# [Directions]
Drop all images. Then write out each line below exactly as given.

:: Extracted records

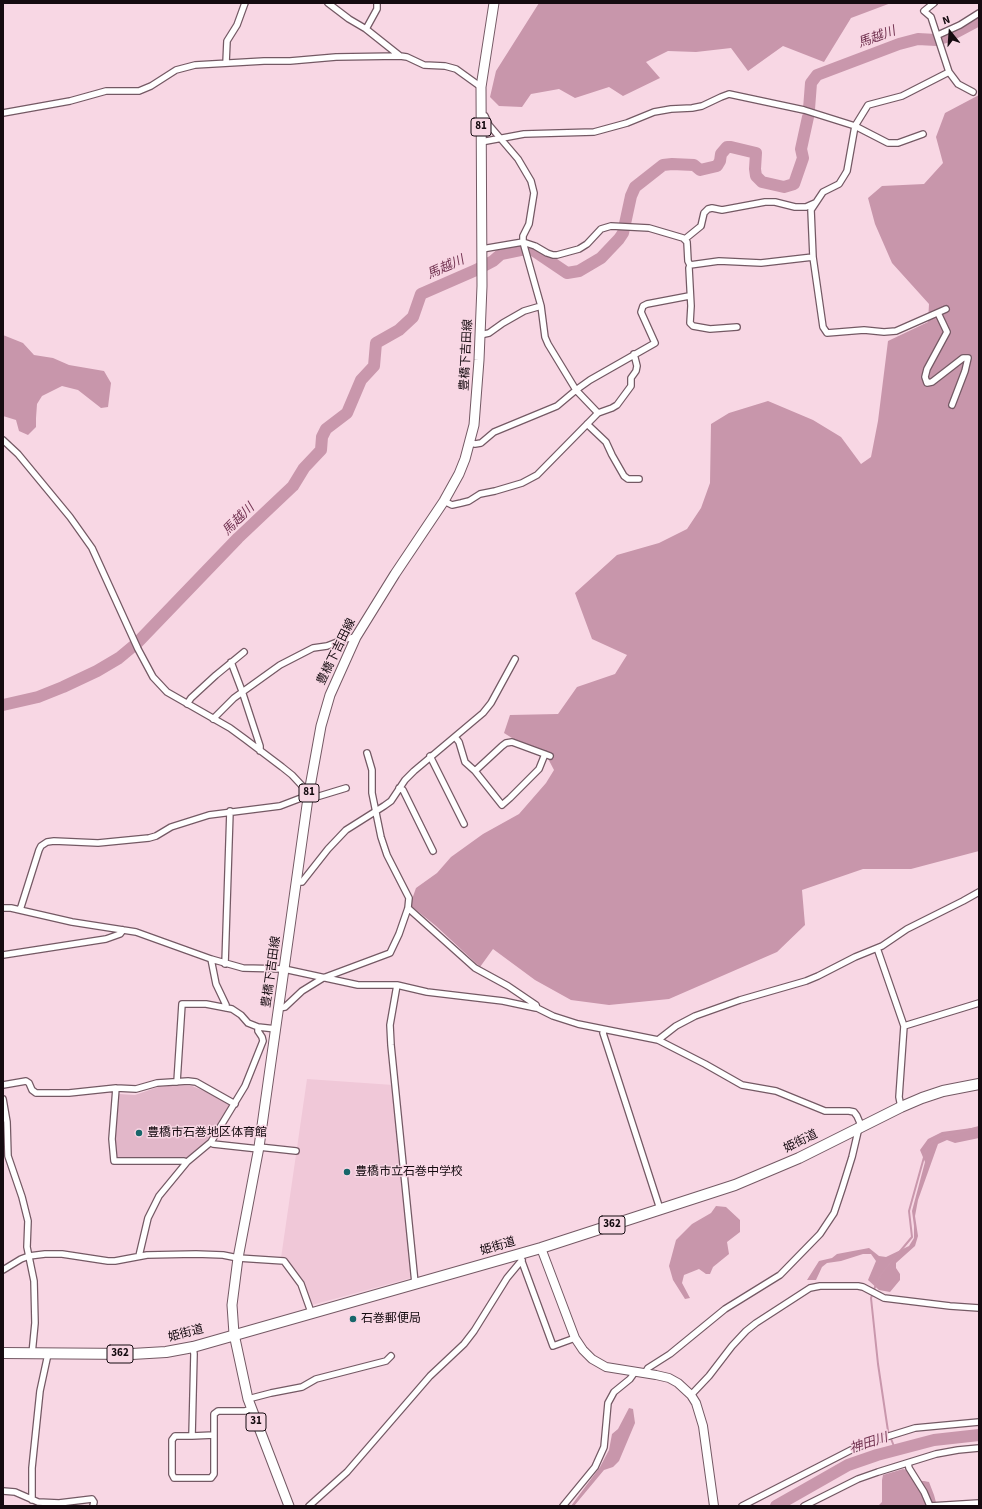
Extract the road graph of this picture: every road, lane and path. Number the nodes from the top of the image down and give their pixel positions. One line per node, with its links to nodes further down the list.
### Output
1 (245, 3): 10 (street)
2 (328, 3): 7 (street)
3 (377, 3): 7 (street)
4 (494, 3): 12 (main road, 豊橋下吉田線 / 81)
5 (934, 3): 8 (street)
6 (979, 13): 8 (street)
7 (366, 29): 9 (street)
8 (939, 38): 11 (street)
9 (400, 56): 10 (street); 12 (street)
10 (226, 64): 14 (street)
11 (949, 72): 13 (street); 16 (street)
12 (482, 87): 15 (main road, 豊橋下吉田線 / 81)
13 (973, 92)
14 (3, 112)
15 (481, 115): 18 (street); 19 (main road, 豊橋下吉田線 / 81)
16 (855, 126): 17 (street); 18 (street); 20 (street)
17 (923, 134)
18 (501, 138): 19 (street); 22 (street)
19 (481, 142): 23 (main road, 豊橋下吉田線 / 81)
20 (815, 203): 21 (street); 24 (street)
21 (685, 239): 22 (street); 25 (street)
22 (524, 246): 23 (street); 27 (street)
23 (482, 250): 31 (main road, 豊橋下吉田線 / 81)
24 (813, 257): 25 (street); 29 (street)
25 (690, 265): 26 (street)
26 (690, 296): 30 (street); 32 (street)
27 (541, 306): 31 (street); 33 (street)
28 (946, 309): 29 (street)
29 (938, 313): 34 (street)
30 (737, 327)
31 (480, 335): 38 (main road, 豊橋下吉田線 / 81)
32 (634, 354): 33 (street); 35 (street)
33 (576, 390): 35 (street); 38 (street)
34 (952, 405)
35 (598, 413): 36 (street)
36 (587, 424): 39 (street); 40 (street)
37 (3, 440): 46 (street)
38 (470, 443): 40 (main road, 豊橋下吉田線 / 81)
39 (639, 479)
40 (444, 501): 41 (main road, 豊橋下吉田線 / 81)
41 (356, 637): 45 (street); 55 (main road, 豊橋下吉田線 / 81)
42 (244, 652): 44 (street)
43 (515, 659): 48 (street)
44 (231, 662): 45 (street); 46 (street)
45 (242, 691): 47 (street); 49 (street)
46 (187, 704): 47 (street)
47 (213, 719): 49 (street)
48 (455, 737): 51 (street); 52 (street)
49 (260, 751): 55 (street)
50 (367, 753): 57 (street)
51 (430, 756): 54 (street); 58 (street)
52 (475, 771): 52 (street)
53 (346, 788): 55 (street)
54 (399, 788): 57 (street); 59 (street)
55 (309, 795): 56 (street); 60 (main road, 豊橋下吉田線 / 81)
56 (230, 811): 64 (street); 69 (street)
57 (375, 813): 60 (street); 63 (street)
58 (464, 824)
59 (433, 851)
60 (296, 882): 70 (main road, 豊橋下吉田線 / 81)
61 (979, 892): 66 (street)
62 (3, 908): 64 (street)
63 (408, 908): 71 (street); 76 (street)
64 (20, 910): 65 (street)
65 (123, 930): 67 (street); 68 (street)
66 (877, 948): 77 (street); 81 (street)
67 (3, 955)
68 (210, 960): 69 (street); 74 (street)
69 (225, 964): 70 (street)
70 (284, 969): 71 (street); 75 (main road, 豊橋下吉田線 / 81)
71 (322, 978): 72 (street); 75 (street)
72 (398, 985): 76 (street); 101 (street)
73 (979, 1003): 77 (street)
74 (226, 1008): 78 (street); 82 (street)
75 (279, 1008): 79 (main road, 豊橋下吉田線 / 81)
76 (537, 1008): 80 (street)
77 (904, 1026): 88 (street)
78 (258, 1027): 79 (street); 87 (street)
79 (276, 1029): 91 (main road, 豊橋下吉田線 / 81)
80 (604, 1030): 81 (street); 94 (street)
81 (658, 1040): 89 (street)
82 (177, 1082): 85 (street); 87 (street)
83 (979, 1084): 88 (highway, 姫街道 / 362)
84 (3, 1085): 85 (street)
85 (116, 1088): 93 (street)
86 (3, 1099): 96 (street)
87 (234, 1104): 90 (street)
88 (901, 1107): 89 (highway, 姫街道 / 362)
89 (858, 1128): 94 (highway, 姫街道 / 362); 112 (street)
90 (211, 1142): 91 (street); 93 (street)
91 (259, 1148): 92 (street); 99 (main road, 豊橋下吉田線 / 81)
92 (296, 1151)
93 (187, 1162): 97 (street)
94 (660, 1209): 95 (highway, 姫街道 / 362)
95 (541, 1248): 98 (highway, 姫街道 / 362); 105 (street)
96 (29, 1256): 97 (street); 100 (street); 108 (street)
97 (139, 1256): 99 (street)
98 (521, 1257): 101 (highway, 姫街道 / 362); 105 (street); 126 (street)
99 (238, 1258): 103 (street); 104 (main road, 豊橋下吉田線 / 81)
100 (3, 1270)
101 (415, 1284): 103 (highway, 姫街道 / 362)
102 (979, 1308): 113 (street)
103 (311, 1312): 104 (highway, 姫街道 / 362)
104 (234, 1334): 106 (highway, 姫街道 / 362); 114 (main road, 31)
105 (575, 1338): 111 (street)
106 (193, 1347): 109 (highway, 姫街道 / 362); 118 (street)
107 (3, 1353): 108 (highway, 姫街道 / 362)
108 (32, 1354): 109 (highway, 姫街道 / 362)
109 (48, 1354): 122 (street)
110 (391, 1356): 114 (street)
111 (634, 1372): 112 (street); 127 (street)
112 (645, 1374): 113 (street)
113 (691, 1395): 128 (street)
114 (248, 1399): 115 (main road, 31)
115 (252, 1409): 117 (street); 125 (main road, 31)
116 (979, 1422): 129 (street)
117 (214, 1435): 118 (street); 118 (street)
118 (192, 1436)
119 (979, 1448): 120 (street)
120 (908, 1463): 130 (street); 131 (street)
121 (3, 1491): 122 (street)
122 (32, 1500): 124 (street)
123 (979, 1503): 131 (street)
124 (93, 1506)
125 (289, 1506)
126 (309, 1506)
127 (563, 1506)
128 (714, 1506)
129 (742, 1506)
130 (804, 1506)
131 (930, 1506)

::::

# [Answer to this task]
Extract the road graph of this picture: every road, lane and path. Number the nodes from the top of the image down and give their pixel positions. One line per node, with its links to nodes further down the list.
### Output
1 (245, 3): 10 (street)
2 (328, 3): 7 (street)
3 (377, 3): 7 (street)
4 (494, 3): 12 (main road, 豊橋下吉田線 / 81)
5 (934, 3): 8 (street)
6 (979, 13): 8 (street)
7 (366, 29): 9 (street)
8 (939, 38): 11 (street)
9 (400, 56): 10 (street); 12 (street)
10 (226, 64): 14 (street)
11 (949, 72): 13 (street); 16 (street)
12 (482, 87): 15 (main road, 豊橋下吉田線 / 81)
13 (973, 92)
14 (3, 112)
15 (481, 115): 18 (street); 19 (main road, 豊橋下吉田線 / 81)
16 (855, 126): 17 (street); 18 (street); 20 (street)
17 (923, 134)
18 (501, 138): 19 (street); 22 (street)
19 (481, 142): 23 (main road, 豊橋下吉田線 / 81)
20 (815, 203): 21 (street); 24 (street)
21 (685, 239): 22 (street); 25 (street)
22 (524, 246): 23 (street); 27 (street)
23 (482, 250): 31 (main road, 豊橋下吉田線 / 81)
24 (813, 257): 25 (street); 29 (street)
25 (690, 265): 26 (street)
26 (690, 296): 30 (street); 32 (street)
27 (541, 306): 31 (street); 33 (street)
28 (946, 309): 29 (street)
29 (938, 313): 34 (street)
30 (737, 327)
31 (480, 335): 38 (main road, 豊橋下吉田線 / 81)
32 (634, 354): 33 (street); 35 (street)
33 (576, 390): 35 (street); 38 (street)
34 (952, 405)
35 (598, 413): 36 (street)
36 (587, 424): 39 (street); 40 (street)
37 (3, 440): 46 (street)
38 (470, 443): 40 (main road, 豊橋下吉田線 / 81)
39 (639, 479)
40 (444, 501): 41 (main road, 豊橋下吉田線 / 81)
41 (356, 637): 45 (street); 55 (main road, 豊橋下吉田線 / 81)
42 (244, 652): 44 (street)
43 (515, 659): 48 (street)
44 (231, 662): 45 (street); 46 (street)
45 (242, 691): 47 (street); 49 (street)
46 (187, 704): 47 (street)
47 (213, 719): 49 (street)
48 (455, 737): 51 (street); 52 (street)
49 (260, 751): 55 (street)
50 (367, 753): 57 (street)
51 (430, 756): 54 (street); 58 (street)
52 (475, 771): 52 (street)
53 (346, 788): 55 (street)
54 (399, 788): 57 (street); 59 (street)
55 (309, 795): 56 (street); 60 (main road, 豊橋下吉田線 / 81)
56 (230, 811): 64 (street); 69 (street)
57 (375, 813): 60 (street); 63 (street)
58 (464, 824)
59 (433, 851)
60 (296, 882): 70 (main road, 豊橋下吉田線 / 81)
61 (979, 892): 66 (street)
62 (3, 908): 64 (street)
63 (408, 908): 71 (street); 76 (street)
64 (20, 910): 65 (street)
65 (123, 930): 67 (street); 68 (street)
66 (877, 948): 77 (street); 81 (street)
67 (3, 955)
68 (210, 960): 69 (street); 74 (street)
69 (225, 964): 70 (street)
70 (284, 969): 71 (street); 75 (main road, 豊橋下吉田線 / 81)
71 (322, 978): 72 (street); 75 (street)
72 (398, 985): 76 (street); 101 (street)
73 (979, 1003): 77 (street)
74 (226, 1008): 78 (street); 82 (street)
75 (279, 1008): 79 (main road, 豊橋下吉田線 / 81)
76 (537, 1008): 80 (street)
77 (904, 1026): 88 (street)
78 (258, 1027): 79 (street); 87 (street)
79 (276, 1029): 91 (main road, 豊橋下吉田線 / 81)
80 (604, 1030): 81 (street); 94 (street)
81 (658, 1040): 89 (street)
82 (177, 1082): 85 (street); 87 (street)
83 (979, 1084): 88 (highway, 姫街道 / 362)
84 (3, 1085): 85 (street)
85 (116, 1088): 93 (street)
86 (3, 1099): 96 (street)
87 (234, 1104): 90 (street)
88 (901, 1107): 89 (highway, 姫街道 / 362)
89 (858, 1128): 94 (highway, 姫街道 / 362); 112 (street)
90 (211, 1142): 91 (street); 93 (street)
91 (259, 1148): 92 (street); 99 (main road, 豊橋下吉田線 / 81)
92 (296, 1151)
93 (187, 1162): 97 (street)
94 (660, 1209): 95 (highway, 姫街道 / 362)
95 (541, 1248): 98 (highway, 姫街道 / 362); 105 (street)
96 (29, 1256): 97 (street); 100 (street); 108 (street)
97 (139, 1256): 99 (street)
98 (521, 1257): 101 (highway, 姫街道 / 362); 105 (street); 126 (street)
99 (238, 1258): 103 (street); 104 (main road, 豊橋下吉田線 / 81)
100 (3, 1270)
101 (415, 1284): 103 (highway, 姫街道 / 362)
102 (979, 1308): 113 (street)
103 (311, 1312): 104 (highway, 姫街道 / 362)
104 (234, 1334): 106 (highway, 姫街道 / 362); 114 (main road, 31)
105 (575, 1338): 111 (street)
106 (193, 1347): 109 (highway, 姫街道 / 362); 118 (street)
107 (3, 1353): 108 (highway, 姫街道 / 362)
108 (32, 1354): 109 (highway, 姫街道 / 362)
109 (48, 1354): 122 (street)
110 (391, 1356): 114 (street)
111 (634, 1372): 112 (street); 127 (street)
112 (645, 1374): 113 (street)
113 (691, 1395): 128 (street)
114 (248, 1399): 115 (main road, 31)
115 (252, 1409): 117 (street); 125 (main road, 31)
116 (979, 1422): 129 (street)
117 (214, 1435): 118 (street); 118 (street)
118 (192, 1436)
119 (979, 1448): 120 (street)
120 (908, 1463): 130 (street); 131 (street)
121 (3, 1491): 122 (street)
122 (32, 1500): 124 (street)
123 (979, 1503): 131 (street)
124 (93, 1506)
125 (289, 1506)
126 (309, 1506)
127 (563, 1506)
128 (714, 1506)
129 (742, 1506)
130 (804, 1506)
131 (930, 1506)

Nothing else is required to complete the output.